A couple years after the Coast Guard inquiry, two senior captains of the “Pride” and I found a quiet bar corner at an ASTA conference and put everything we knew about the capsizing on the table along with the beers. We traced the event practically minute by minute and I doubt that a more informed or objective analysis of the tragedy has ever been undertaken. This discussion has caused me to say often over the years that it was as much a control failure as a stability deficiency. However, the stability characteristics precluded recovery.
The “Pride” was certainly not an inevitable accident waiting to happen as were the other capsizes I have studied. I think the “Pride” could well have been still sailing today. The probability of that outcome would have been significantly increased by a better understanding of her actual stability characteristics and how it affected her mission planning and operation.
The Coast Guard inquiry left the Pride organization comfortable enough about Gillmer’s handling of the stability issues on the first vessel that he was selected to design the replacement. A press release stated that the new ship would meet the strictest Coast Guard requirements, including carrying paying passengers on ocean routes. I remember thinking, This I’ve got to see. The whole sailing school vessel regulatory effort had been based on the impossibility of getting sufficient sail on ocean route passenger vessel for all except a very narrow range of types. Baltimore Clippers were certainly not in this group and the first sail plans I saw released had me wondering how much all the carbon fiber necessary to make it work was going to cost.
I became a board member of the American Sail Training Association and was the founding chairman of their technical committee. My company was selected to design a full rigged ship billed as “America’s Tall Ship” and to be named Discovery. A few months after the plans for the Pride of Baltimore II were announced, I was sitting with the executive director of the “Discovery” organization in the outer office of the Coast Guard officer in charge of the group that reviews and approves vessel plans. We were waiting to discuss our new project with him when another USCG officer went into his office through a side door.

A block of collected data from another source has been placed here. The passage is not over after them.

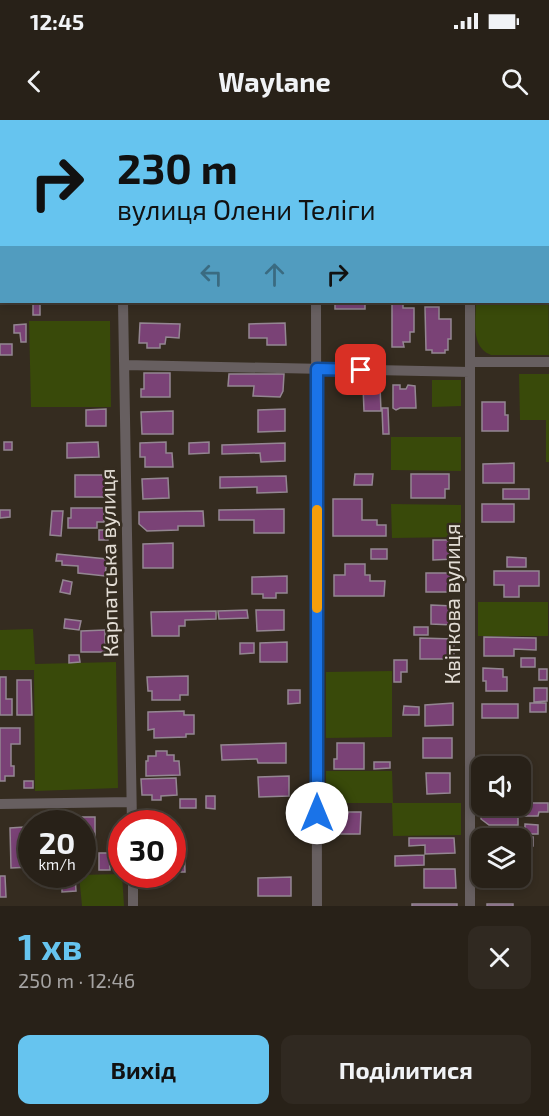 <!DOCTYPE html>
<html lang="uk">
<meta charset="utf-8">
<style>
body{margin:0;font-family:"Exo 2",sans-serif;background:#302921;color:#f1f3f6;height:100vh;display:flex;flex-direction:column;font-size:22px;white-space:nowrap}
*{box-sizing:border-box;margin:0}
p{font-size:20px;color:#a5a3a2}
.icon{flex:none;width:33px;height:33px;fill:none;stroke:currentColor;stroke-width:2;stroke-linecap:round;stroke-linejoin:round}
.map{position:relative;height:786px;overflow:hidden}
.sheet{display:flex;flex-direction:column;background:#282118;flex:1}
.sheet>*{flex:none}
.banner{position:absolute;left:0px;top:0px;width:549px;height:183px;box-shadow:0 3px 9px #0003,0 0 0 2px #443e37;background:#66c4ef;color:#111;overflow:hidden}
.fabs{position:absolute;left:471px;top:636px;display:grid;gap:12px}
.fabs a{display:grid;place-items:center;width:60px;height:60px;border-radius:12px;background:#282118;box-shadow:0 3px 9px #0003,0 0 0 2px #443e37;font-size:30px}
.speed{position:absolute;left:18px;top:690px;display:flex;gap:12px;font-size:30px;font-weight:700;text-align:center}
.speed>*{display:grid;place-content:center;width:78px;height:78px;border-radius:50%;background:#282118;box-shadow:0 3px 9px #0003,0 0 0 2px #443e37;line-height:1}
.speed small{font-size:15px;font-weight:400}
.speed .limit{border:9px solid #d22;background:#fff;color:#111}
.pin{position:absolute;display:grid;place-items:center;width:51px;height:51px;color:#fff;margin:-26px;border-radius:12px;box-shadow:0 3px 9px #0006}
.me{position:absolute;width:66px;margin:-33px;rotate:0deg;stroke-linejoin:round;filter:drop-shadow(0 0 4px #0008)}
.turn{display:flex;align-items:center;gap:21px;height:126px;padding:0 18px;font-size:27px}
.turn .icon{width:78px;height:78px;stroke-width:2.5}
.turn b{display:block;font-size:42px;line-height:51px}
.lanes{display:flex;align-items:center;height:57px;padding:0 18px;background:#0003;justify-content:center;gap:30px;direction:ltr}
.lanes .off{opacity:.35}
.round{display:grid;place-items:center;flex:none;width:63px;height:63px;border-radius:12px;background:#302921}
.summary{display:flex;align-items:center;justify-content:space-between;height:102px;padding:0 18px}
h1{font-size:36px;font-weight:700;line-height:45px;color:#66c4ef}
.button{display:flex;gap:12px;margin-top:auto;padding:12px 18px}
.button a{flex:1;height:69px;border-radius:12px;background:#66c4ef;color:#111;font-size:24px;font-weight:700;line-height:69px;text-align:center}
.button a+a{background:#302921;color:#f1f3f6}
.status{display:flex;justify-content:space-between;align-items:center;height:42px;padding:0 30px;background:#282118;direction:ltr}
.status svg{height:16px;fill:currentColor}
header{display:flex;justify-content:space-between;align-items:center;height:78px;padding:0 18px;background:#282118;font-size:27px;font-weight:700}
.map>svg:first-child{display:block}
.green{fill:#394a0a}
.building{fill:#7a4276;stroke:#948692;stroke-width:1.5}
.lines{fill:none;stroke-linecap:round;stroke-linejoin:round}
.minor{stroke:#675f60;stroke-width:10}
.route-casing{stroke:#114b97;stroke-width:15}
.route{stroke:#1a73e8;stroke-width:10}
.slow{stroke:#f59e0b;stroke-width:10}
.labels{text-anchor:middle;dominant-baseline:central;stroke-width:5;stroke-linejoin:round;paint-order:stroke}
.street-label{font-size:21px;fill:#e3ddd5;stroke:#352c20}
</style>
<div class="status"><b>12:45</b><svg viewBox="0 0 49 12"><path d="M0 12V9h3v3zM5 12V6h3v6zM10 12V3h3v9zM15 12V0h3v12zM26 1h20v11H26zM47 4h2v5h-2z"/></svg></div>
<header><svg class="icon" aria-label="back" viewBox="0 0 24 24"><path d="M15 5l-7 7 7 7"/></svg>Waylane<svg class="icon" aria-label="search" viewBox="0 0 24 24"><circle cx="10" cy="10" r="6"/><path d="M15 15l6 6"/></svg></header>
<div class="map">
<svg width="549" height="786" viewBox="0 0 549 786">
<rect width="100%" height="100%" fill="#352c20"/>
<path class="green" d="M548,119L549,235H491C470,227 476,200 476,182H548Z
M29,201H110L111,287H31Z
M519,254H549V342H546V300H520Z
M432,260H461V286L432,287Z
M391,317H461V351L391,350Z
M391,384L461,385V417L392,418Z
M478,482H548V516H478Z
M33,509L35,544L116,542L118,668L35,671L34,550H0V510Z
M392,551V617L326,618V552Z
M326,651H392L393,683H461V715L393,716L392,683H326Z
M122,754L124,786H82L79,755Z"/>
<path class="building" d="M536,0H549V29H548V2Z
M33,182H40V195H33Z
M335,182H365V189H335Z
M392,182H403V188H414V212H410V222H403L404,227H392Z
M425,187H439V199H451V219H448V230H445V233H432V230H426Z
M140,203L180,204L179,218L166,217L165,224H160V228H147V223H139Z
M285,203L286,225H267V218H249V204Z
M26,204V222H21L20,213H14V205Z
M0,224H12V235H0Z
M345,232H374V240L345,239Z
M144,253H170V277H141V269H144Z
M229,254H284L283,271L280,277L253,276L254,266H228Z
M393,265H400V269H406L408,265L415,266L416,288H400L396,290L393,288Z
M363,266H380L381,291H364Z
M482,282H505V295H508V311H482Z
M382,288H388L389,314H383Z
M106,289V306H86V290Z
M285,289V311L258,312V290Z
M173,291V314H142L141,292Z
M4,322H12V330H4Z
M98,322L99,337L67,338V323Z
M166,322V333H172L173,347H145V337H140V323Z
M209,322V333L189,334V323Z
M285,323V341L261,342L260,333L222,334V325Z
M514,343V363H483V344Z
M355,354H373L372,365H354Z
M411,354H449V369H445V378H411Z
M75,355H106V377H75Z
M286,356L287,372L257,373V367L220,368V357Z
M168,358L169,378L143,379L142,359Z
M503,369H529V379H503Z
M333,379H362V400H377V405H386V416H333Z
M482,384H514V402H482Z
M71,388H104V402H97V408H68V398H71Z
M284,389V413H254V400H219V390Z
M0,390H10V397L0,398Z
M52,391H63L61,416L50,415Z
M203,391L204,406H178V410L147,411L139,404V392Z
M99,410H108V420H99Z
M433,420H455V439L433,440Z
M173,423V448H143V424Z
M371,429H387V439H371Z
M57,434L107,439L105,456L78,453V446L62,445V441H56Z
M507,437L526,438V447H507Z
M345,444H365V455H370V461H385L384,476H334V455H345Z
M494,451H539V466H519V477H504V465H494Z
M426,453H452L453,472H426Z
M287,456V473H276V478H263V474H252V457Z
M63,460L72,462L70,474L60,472Z
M431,485L453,486V505L431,504Z
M247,490L248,498L219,499L218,491Z
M256,490H284V510L257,511Z
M216,491V499L185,500V506H179V516H152L151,492Z
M65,499L81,501L79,510L64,508Z
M414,507H428V515H414Z
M105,510V532H81V511Z
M484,517L536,518V530L514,529V536H484Z
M420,518L454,519V539H420Z
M287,522V542H260V523Z
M240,523H254V533L240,534Z
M69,535H79L80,542L69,543Z
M521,538H535V547H521Z
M394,540H407V552H401V562H394Z
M483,548L503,549V557H507V571H486V561H483Z
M539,549H547V560H539Z
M188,556V575H180V580H152V571H148L147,557Z
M0,557H6V579H12V595H0Z
M17,560H31L32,595H17Z
M534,568H547V581L534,582Z
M288,570H300V583L288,584Z
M453,583V605L425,606V585Z
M530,583H546V592H530Z
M482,584H518V598H482Z
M404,586L419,587V595H403Z
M184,591V595H194V614H186V617L154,618V609L148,610V592Z
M0,608H20V624H11V646H14V656H5V661H0Z
M423,618H452V638H423Z
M286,623V643H258L257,639L222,640L221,625Z
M337,623H364V649H334V639H337Z
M156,631H167V635H174V641H179L180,655L146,656V641H148V636H156Z
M374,642H390V648L374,649Z
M426,653H450V673L427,674Z
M289,656V676L259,677L258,657Z
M176,658L177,675L161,676V680H152V675H142L141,659Z
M24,661H33V668H24Z
M206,676H215V689L206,688Z
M180,679H196V688H180Z
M520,683H548V692H539L538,696H518V705H489L481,699L482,686H520Z
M332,692H361L360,714H328V701H332Z
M77,697H95V717H82V704H77Z
M525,704L538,705V714H525Z
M24,707V713H32V747L11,748L10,708Z
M486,717H533V726H520V718H486Z
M409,718H454L455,733L425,734V725L409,726Z
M172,720H184L185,752H172Z
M99,733H109L110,750H99Z
M424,735V745L395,746V736Z
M424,749H455L456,768H424Z
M0,756H5L6,777H0Z
M62,756H75L76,771L62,772Z
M291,757V776H258V758Z
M412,784H457V786H412Z
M487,784H513V786H487Z"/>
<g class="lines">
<path class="minor" d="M119,0V2
M315,0V2
M548,52H549
M0,60H2
M123,182L132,704
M316,182L317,786
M470,182V786
M470,242H549
M125,245L470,252
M0,684L131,682
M133,754V786"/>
</g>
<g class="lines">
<defs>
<path id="route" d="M317,693V249L361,250"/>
</defs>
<use href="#route" class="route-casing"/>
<use href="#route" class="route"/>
<path class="slow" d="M317,390V488"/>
</g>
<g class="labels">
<g class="street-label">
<text transform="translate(108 443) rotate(-91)">Карпатська вулиця</text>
<text transform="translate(451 484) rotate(-90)">Квіткова вулиця</text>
</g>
</g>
</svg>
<div class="fabs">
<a><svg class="icon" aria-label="sound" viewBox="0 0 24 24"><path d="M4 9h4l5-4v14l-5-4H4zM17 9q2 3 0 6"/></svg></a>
<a><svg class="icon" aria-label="layers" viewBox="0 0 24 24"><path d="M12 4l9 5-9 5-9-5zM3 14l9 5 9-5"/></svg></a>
</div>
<div class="speed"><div>20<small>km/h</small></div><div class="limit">30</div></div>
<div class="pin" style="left:361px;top:250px;background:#d93025"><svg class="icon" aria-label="arrive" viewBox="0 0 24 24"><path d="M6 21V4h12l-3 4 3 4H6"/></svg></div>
<svg class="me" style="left:317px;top:693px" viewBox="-20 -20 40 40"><circle r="19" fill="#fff"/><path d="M0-13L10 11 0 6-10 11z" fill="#1a73e8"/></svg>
<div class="banner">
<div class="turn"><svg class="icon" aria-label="right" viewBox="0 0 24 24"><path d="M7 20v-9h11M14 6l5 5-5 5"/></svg><div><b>230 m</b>вулиця Олени Теліги</div></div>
<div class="lanes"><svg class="icon off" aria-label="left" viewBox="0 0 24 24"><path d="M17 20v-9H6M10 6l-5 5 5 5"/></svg><svg class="icon off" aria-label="ahead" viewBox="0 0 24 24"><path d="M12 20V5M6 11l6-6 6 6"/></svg><svg class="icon" aria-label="right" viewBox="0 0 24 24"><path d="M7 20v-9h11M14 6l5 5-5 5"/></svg></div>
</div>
</div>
<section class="sheet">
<div class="summary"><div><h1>1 хв</h1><p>250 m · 12:46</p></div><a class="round"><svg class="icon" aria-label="close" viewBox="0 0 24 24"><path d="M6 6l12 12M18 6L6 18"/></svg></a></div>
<div class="button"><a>Вихід</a><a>Поділитися</a></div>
</section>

I could hear him say, “We’ve got these plans for the new Pride of Baltimore here and there are no stability calculations. The designer says he wants us to do them. We never do that, do we?”
The officer at the desk looked out and saw us sitting in the outer office and held up his hand. The other officer closed the door. I’m sure the quiet murmurs we heard after that concerned the fact that submittal of stability calculations is always required. The Coast Guard prepares their own, but to insure that the calculations are independently done twice. I don’t know if Gillmer ever submitted his own calculations but the ship never received certification remotely close to what was promised at the beginning of the project.
I have no basis for reservations about the stability of the new ship and would be glad to sail on her myself. However, the way in which everything about the stability of these vessels was handled will always bother me.
Not long after this meeting, I received a subpoena from the IRS and the Discovery tall ship project quickly folded up into trial and punishment for people who had been my friends. The unpaid bills forced the closing of my design office. I turned my back on sail and entered the oceanographic research vessel design phase of my career which has been very productive and satisfying.
The Pride has kept resurfacing in my life as books have been published. Many years later, I saw the designer’s beautiful book about the ship at a friend’s house. Leafing through it, I read:
I have told this story to the authors of three books on the sinking but none really grappled with it. The pieces of the story are there spread out through three different books and some magazine articles but it would take more time and knowledge than most readers posses to assemble them. I hope this thread will clarify some technical aspects of the tragedy and how the handling of the technical issues may have affected decision about her operation. The failure of the management and operators of the ill fated vessel to better understand her stability characteristics will always be central to the story, regardless of what conclusions may be drawn about its contribution to the loss of a ship and four lives.